**WHAT NEEDS TO BE DONE**
Reproduce only the lines of the material below that start at the line containing "middle mcp: (700, 210)" and stop at the line containing "pinky tip: (567, 261)". Keep both end lines.

**EXTRACTED MATERIAL**
━━━━━━
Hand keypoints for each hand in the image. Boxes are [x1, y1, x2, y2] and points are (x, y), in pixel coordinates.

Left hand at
━━━━━━
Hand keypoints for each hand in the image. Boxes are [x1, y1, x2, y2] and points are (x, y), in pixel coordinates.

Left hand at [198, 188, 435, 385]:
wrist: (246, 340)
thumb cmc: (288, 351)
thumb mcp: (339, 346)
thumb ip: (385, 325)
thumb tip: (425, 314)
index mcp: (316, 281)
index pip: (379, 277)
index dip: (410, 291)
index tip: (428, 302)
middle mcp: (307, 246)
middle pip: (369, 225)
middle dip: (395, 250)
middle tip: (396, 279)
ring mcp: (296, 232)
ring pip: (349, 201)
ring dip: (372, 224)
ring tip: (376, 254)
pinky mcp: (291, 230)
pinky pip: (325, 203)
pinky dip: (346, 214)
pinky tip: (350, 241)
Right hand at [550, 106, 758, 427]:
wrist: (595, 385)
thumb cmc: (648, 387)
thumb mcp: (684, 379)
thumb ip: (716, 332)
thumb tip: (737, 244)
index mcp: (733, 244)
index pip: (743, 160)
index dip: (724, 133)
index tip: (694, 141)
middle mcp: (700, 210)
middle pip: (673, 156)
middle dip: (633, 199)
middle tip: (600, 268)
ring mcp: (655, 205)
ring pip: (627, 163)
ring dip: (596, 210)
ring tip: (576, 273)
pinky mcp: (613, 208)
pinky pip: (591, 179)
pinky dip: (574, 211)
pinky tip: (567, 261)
━━━━━━
**PROBLEM SOLUTION**
middle mcp: (700, 210)
middle pip: (673, 156)
middle dip: (633, 199)
middle tip: (600, 268)
ring mcp: (655, 205)
ring pip: (627, 163)
ring dip: (596, 210)
ring tip: (576, 273)
pinky mcp: (613, 208)
pinky pip: (591, 179)
pinky dip: (574, 211)
pinky tip: (567, 261)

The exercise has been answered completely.